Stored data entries
▼
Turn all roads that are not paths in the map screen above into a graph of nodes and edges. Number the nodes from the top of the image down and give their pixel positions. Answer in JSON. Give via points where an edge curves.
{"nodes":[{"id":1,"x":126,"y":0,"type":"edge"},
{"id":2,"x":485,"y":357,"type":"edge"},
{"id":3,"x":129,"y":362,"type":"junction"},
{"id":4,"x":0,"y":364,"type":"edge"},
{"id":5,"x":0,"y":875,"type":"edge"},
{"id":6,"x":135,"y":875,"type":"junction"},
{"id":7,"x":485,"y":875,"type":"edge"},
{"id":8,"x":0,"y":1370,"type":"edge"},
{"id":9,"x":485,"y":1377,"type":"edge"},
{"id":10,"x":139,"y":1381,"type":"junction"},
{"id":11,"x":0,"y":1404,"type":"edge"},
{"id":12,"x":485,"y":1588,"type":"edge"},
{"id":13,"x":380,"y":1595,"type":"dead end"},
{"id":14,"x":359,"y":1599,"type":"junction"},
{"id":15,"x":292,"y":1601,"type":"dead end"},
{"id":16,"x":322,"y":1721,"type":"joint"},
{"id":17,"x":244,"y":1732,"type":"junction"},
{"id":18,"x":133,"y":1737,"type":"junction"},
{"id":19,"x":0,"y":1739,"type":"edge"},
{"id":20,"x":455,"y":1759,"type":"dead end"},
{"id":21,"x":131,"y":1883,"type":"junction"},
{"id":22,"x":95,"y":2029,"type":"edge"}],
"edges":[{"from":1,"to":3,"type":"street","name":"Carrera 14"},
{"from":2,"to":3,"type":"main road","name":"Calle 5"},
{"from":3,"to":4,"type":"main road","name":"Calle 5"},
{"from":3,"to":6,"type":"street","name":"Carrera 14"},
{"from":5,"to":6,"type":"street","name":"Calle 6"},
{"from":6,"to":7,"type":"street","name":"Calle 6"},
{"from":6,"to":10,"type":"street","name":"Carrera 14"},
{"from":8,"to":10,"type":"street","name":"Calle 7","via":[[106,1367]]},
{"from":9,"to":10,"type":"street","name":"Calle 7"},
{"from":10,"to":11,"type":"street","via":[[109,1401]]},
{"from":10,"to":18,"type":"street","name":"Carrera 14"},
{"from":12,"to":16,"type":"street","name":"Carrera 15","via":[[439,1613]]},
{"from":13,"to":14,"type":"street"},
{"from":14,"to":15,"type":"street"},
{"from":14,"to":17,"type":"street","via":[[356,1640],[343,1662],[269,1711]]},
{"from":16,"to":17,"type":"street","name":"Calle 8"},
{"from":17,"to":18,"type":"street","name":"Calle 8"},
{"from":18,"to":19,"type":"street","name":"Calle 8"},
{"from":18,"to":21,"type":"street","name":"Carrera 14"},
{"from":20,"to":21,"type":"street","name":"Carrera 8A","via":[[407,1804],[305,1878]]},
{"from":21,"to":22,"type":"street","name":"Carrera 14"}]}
▲
▶ **Problem to solve**
The response should be a verbatim transcription of the data.

▶ **Expected answer**
Turn all roads that are not paths in the map screen above into a graph of nodes and edges. Number the nodes from the top of the image down and give their pixel positions. Answer in JSON. Give via points where an edge curves.
{"nodes":[{"id":1,"x":126,"y":0,"type":"edge"},
{"id":2,"x":485,"y":357,"type":"edge"},
{"id":3,"x":129,"y":362,"type":"junction"},
{"id":4,"x":0,"y":364,"type":"edge"},
{"id":5,"x":0,"y":875,"type":"edge"},
{"id":6,"x":135,"y":875,"type":"junction"},
{"id":7,"x":485,"y":875,"type":"edge"},
{"id":8,"x":0,"y":1370,"type":"edge"},
{"id":9,"x":485,"y":1377,"type":"edge"},
{"id":10,"x":139,"y":1381,"type":"junction"},
{"id":11,"x":0,"y":1404,"type":"edge"},
{"id":12,"x":485,"y":1588,"type":"edge"},
{"id":13,"x":380,"y":1595,"type":"dead end"},
{"id":14,"x":359,"y":1599,"type":"junction"},
{"id":15,"x":292,"y":1601,"type":"dead end"},
{"id":16,"x":322,"y":1721,"type":"joint"},
{"id":17,"x":244,"y":1732,"type":"junction"},
{"id":18,"x":133,"y":1737,"type":"junction"},
{"id":19,"x":0,"y":1739,"type":"edge"},
{"id":20,"x":455,"y":1759,"type":"dead end"},
{"id":21,"x":131,"y":1883,"type":"junction"},
{"id":22,"x":95,"y":2029,"type":"edge"}],
"edges":[{"from":1,"to":3,"type":"street","name":"Carrera 14"},
{"from":2,"to":3,"type":"main road","name":"Calle 5"},
{"from":3,"to":4,"type":"main road","name":"Calle 5"},
{"from":3,"to":6,"type":"street","name":"Carrera 14"},
{"from":5,"to":6,"type":"street","name":"Calle 6"},
{"from":6,"to":7,"type":"street","name":"Calle 6"},
{"from":6,"to":10,"type":"street","name":"Carrera 14"},
{"from":8,"to":10,"type":"street","name":"Calle 7","via":[[106,1367]]},
{"from":9,"to":10,"type":"street","name":"Calle 7"},
{"from":10,"to":11,"type":"street","via":[[109,1401]]},
{"from":10,"to":18,"type":"street","name":"Carrera 14"},
{"from":12,"to":16,"type":"street","name":"Carrera 15","via":[[439,1613]]},
{"from":13,"to":14,"type":"street"},
{"from":14,"to":15,"type":"street"},
{"from":14,"to":17,"type":"street","via":[[356,1640],[343,1662],[269,1711]]},
{"from":16,"to":17,"type":"street","name":"Calle 8"},
{"from":17,"to":18,"type":"street","name":"Calle 8"},
{"from":18,"to":19,"type":"street","name":"Calle 8"},
{"from":18,"to":21,"type":"street","name":"Carrera 14"},
{"from":20,"to":21,"type":"street","name":"Carrera 8A","via":[[407,1804],[305,1878]]},
{"from":21,"to":22,"type":"street","name":"Carrera 14"}]}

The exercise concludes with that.